Requirement ▸
Look through the records below, and whenever a line contains "above", copy it.

━━━ Records ━━━

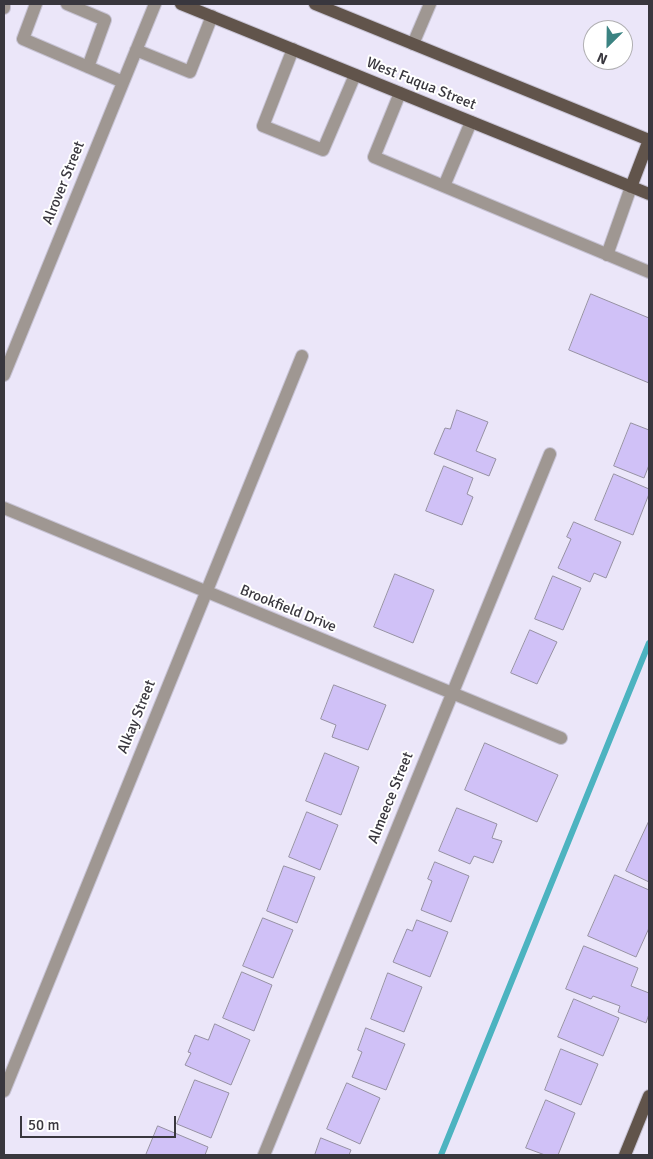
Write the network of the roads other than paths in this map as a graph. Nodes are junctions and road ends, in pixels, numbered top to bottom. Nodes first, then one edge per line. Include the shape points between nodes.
1 (4, 4) edge
2 (36, 4) edge
3 (67, 4) edge
4 (155, 4) edge
5 (181, 4) edge
6 (314, 4) edge
7 (430, 4) edge
8 (84, 7) edge
9 (4, 8) edge
10 (212, 16) junction
11 (413, 44) junction
12 (293, 49) junction
13 (136, 50) junction
14 (88, 67) junction
15 (355, 75) junction
16 (123, 82) junction
17 (400, 93) junction
18 (471, 122) junction
19 (649, 140) edge
20 (444, 186) junction
21 (631, 187) junction
22 (649, 194) edge
23 (607, 255) junction
24 (649, 272) edge
25 (302, 356) dead end
26 (4, 375) edge
27 (550, 454) dead end
28 (4, 508) edge
29 (205, 593) junction
30 (452, 692) junction
31 (561, 738) dead end
32 (4, 1091) edge
33 (649, 1096) edge
34 (264, 1155) edge
35 (625, 1155) edge

1 - 9 street
2 - 14 street via 22,39
3 - 8 street
4 - 13 street, Alrover Street
5 - 10 main road, West Fuqua Street
6 - 11 main road
7 - 11 street
8 - 14 street via 105,20
10 - 12 main road, West Fuqua Street
10 - 13 street via 190,72
11 - 19 main road
12 - 15 main road, West Fuqua Street
12 - 15 street via 263,126 323,150
13 - 16 street, Alrover Street
14 - 16 street
15 - 17 main road, West Fuqua Street
16 - 26 street, Alrover Street
17 - 18 main road, West Fuqua Street
17 - 20 street via 374,157
18 - 20 street
18 - 21 main road, West Fuqua Street
19 - 21 main road
20 - 23 street
21 - 22 main road, West Fuqua Street
21 - 23 street
23 - 24 street
25 - 29 street, Alkay Street
27 - 30 street, Almeece Street
28 - 29 street, Brookfield Drive
29 - 30 street, Brookfield Drive
29 - 32 street, Alkay Street
30 - 31 street, Brookfield Drive
30 - 34 street, Almeece Street
33 - 35 main road

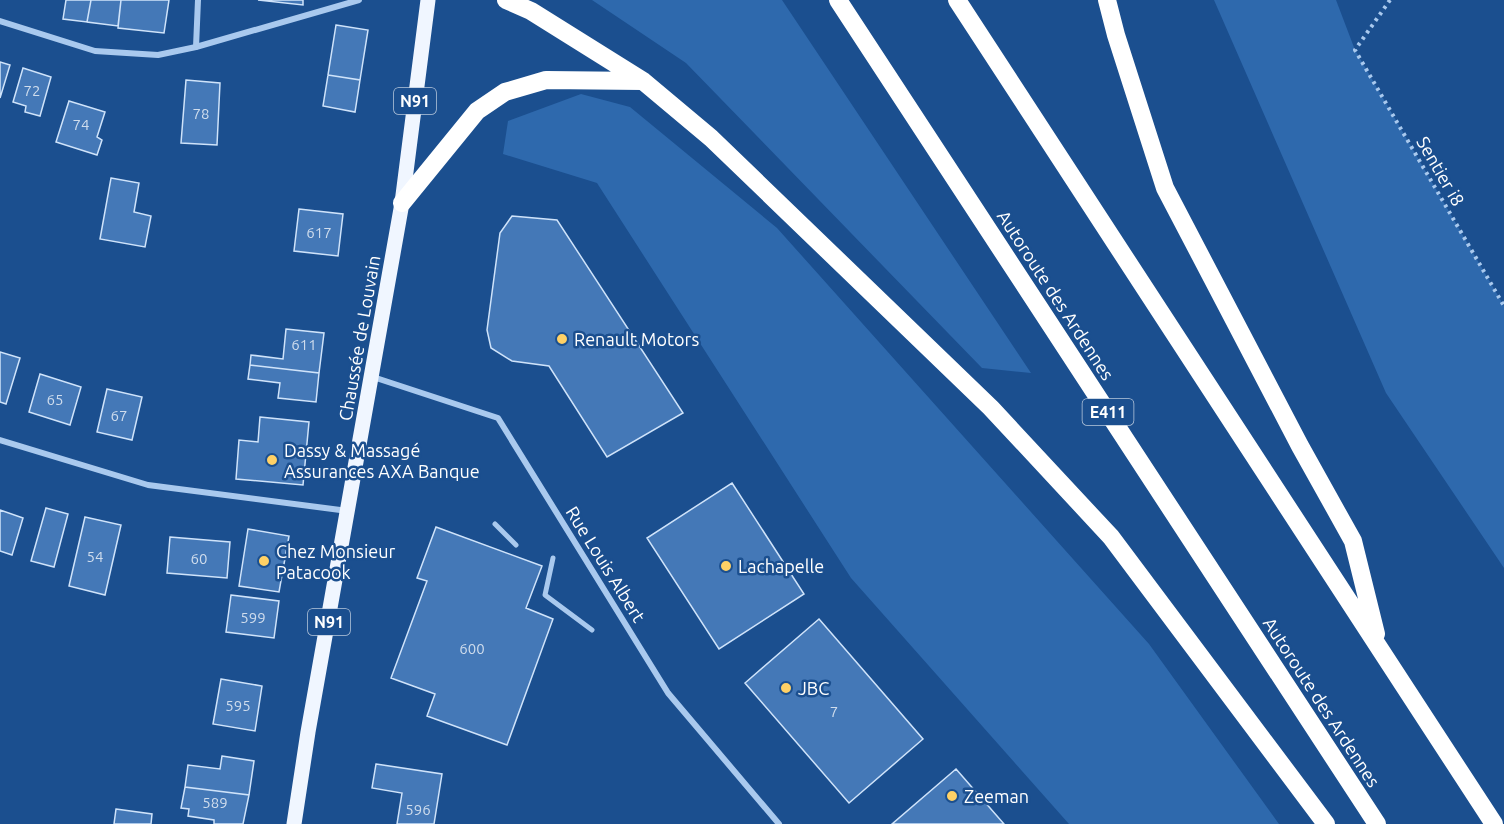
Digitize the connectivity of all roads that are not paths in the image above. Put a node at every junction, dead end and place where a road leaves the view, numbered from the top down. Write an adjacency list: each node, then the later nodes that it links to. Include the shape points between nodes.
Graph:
1 (198, 0): 9 (street)
2 (359, 0): 9 (street)
3 (428, 0): 11 (main road, Chaussée de Louvain / N91)
4 (506, 0): 10 (highway, via 531,10)
5 (838, 0): 23 (highway, Autoroute des Ardennes / E411)
6 (957, 0): 19 (highway)
7 (1107, 0): 19 (highway, via 1165,188 1353,541)
8 (0, 21): 9 (street, via 95,51 158,55)
9 (196, 48)
10 (643, 81): 11 (highway, via 546,80 505,92 477,111); 22 (highway, via 711,138 992,408 1111,537)
11 (402, 203): 12 (main road, Chaussée de Louvain / N91)
12 (372, 376): 14 (main road, Chaussée de Louvain / N91); 21 (street, Rue Louis Albert, via 498,418 669,693)
13 (0, 440): 14 (street, via 148,485)
14 (349, 511): 20 (main road, Chaussée de Louvain / N91)
15 (495, 524): 16 (street)
16 (516, 545)
17 (553, 558): 18 (street, via 545,595)
18 (592, 630)
19 (1380, 647): 24 (highway)
20 (294, 824)
21 (779, 824)
22 (1326, 824)
23 (1377, 824)
24 (1494, 824)

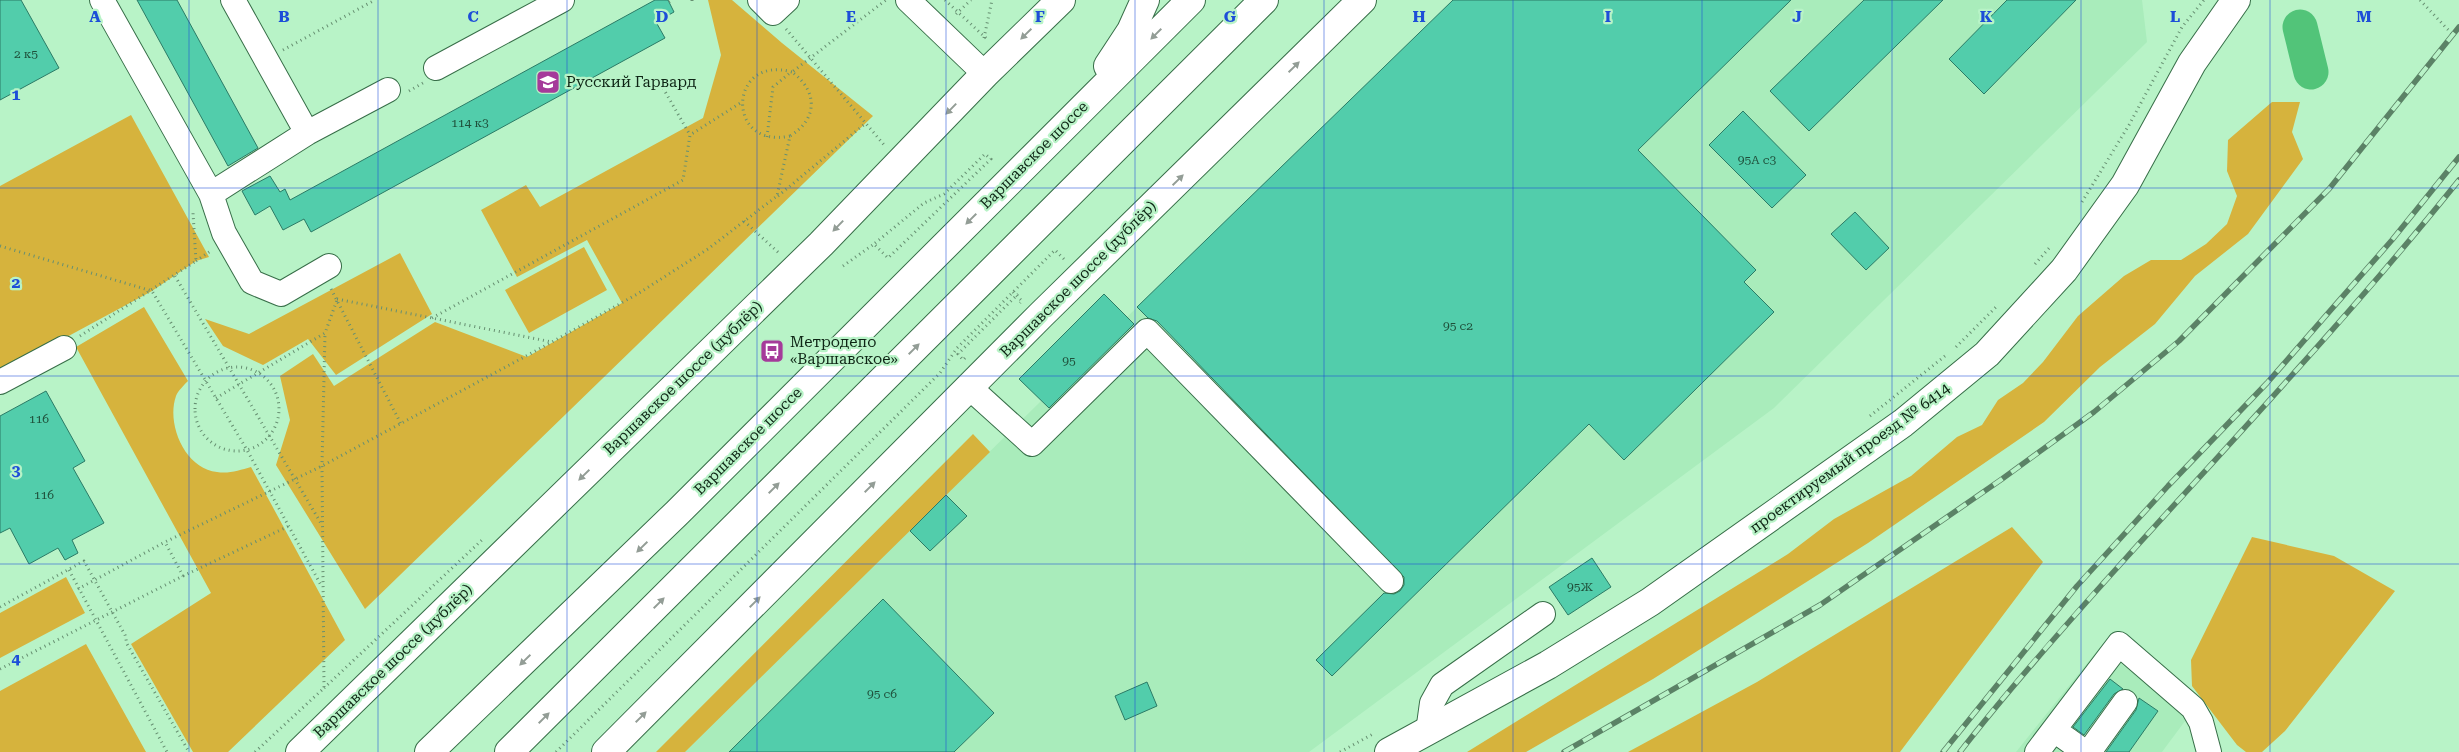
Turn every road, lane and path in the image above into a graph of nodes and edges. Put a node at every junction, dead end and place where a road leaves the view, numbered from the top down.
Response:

━━━

Problem solution ▸
Digitize the connectivity of all roads that are not paths in the image above. Put a node at every junction, dead end and place where a road leaves the view, numbered from the top down. Write an adjacency list: each node, then the later nodes that it links to. Include the shape points between nodes.
Turn every road, lane and path in the image above into a graph of nodes and edges. Put a node at every junction, dead end and place where a road leaves the view, numbered from the top down.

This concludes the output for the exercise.